Keywords: Cataplexy, narcolepsy, atonia, unilateral
Cataplexy is a transient decrease in voluntary muscle tone triggered by characteristic emotional stimuli and, along with excessive daytime sleepiness, sleep paralysis, and hypnogogic hallucinations, is part of the diagnostic tetrad for narcolepsy. The legs, arms, muscles of the jaw, and postural muscles are typically involved, and, in some patients, cataplexy spells can be sufficiently frequent and severe as to impair work performance or social activities. There can be considerable variation in cataplexy severity both between patients and within the same patient, though episodes of weakness are most often symmetric in distribution.1 We have recently encountered an interesting patient with strictly unilateral cataplexy associated with narcolepsy.
REPORT OF CASE
A 50-year-old African American woman presented for a sleep medicine evaluation complaining of excessive daytime sleepiness of greater than 10 years' duration.
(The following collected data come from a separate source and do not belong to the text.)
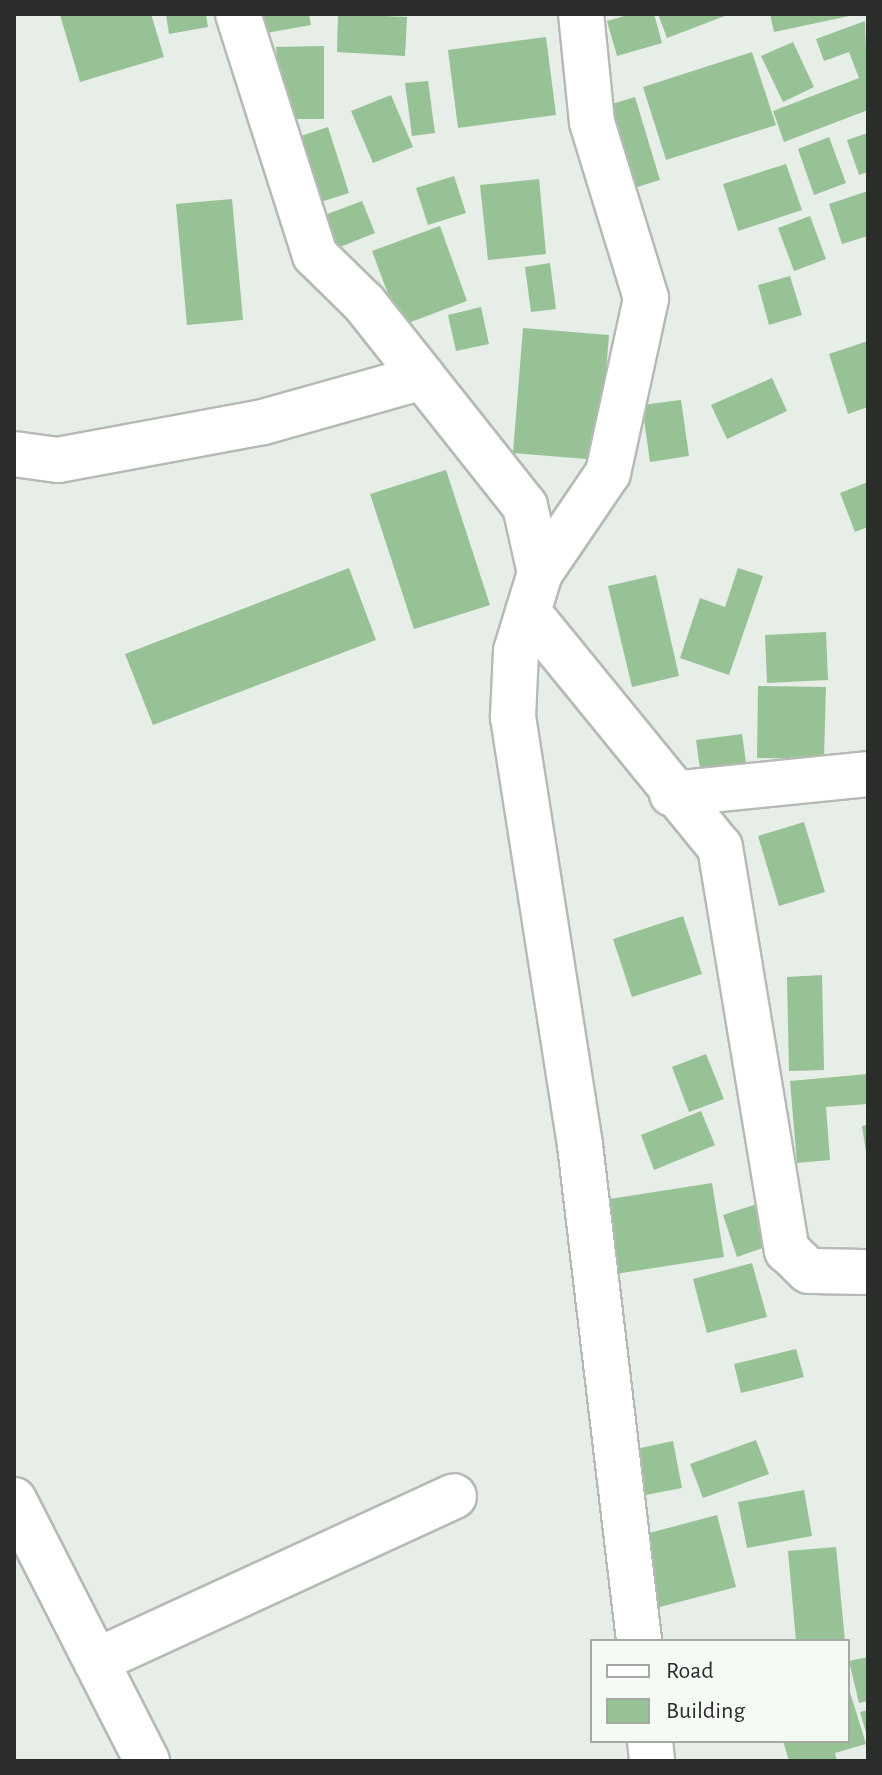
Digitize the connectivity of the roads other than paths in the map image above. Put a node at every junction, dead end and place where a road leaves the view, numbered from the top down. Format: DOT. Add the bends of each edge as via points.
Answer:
graph roads {
  1 [pos="238,14"];
  2 [pos="581,14"];
  3 [pos="423,377"];
  4 [pos="14,454"];
  5 [pos="534,592"];
  6 [pos="868,774"];
  7 [pos="672,794"];
  8 [pos="868,1272"];
  9 [pos="454,1496"];
  10 [pos="14,1500"];
  11 [pos="639,1639"];
  12 [pos="96,1661"];
  13 [pos="135,1758"];
  1 -- 3 [label="street" via="315,255"];
  2 -- 5 [label="street" via="592,122 646,298 608,473"];
  3 -- 4 [label="street" via="249,425 58,460"];
  3 -- 5 [label="street" via="525,506"];
  5 -- 7 [label="street"];
  5 -- 11 [label="street" via="516,651 513,717 580,1145"];
  6 -- 7 [label="street"];
  7 -- 8 [label="street" via="712,833 725,860 787,1250 809,1271"];
  9 -- 12 [label="street"];
  10 -- 12 [label="street"];
  12 -- 13 [label="street"];
}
She reported falling asleep while driving, talking with friends, and eating. Her Epworth Sleepiness Scale score was 21/24. Her history was positive for the presence of sleep paralysis. She denied visual or auditory hallucinations in the peri-sleep period.
When questioned about possible cataplexy, the patient described episodes of right-sided weakness that had begun approximately 10 years prior. Episodes were sporadic, initially occurring approximately once monthly, but, over the preceding 3 years, they had increased to occur up to several times weekly. The spells were typically brief, lasting anywhere from several seconds to 2 minutes, and the muscles involved were unswervingly right sided, including those of the right side of her face, the right arm, and the right leg. The events were precipitated by episodes of laughter or feelings of hostility or anger. They never occurred spontaneously. Events were unassociated with any headaches, sensory disturbances, cardiopulmonary symptoms, visual auras or disturbances, loss or alteration in consciousness, or seizure activity. Left-sided muscles were never involved. Though the events varied in their severity, all 3 areas (face, arm, and leg) were always affected similarly. When at their most severe, the events would produce a facial droop and slurred speech, which the patient reported was noticeable to others, as well as an inability to walk or use the right hand until the event would resolve. Upon resolution of the event, the patient would have full return of function.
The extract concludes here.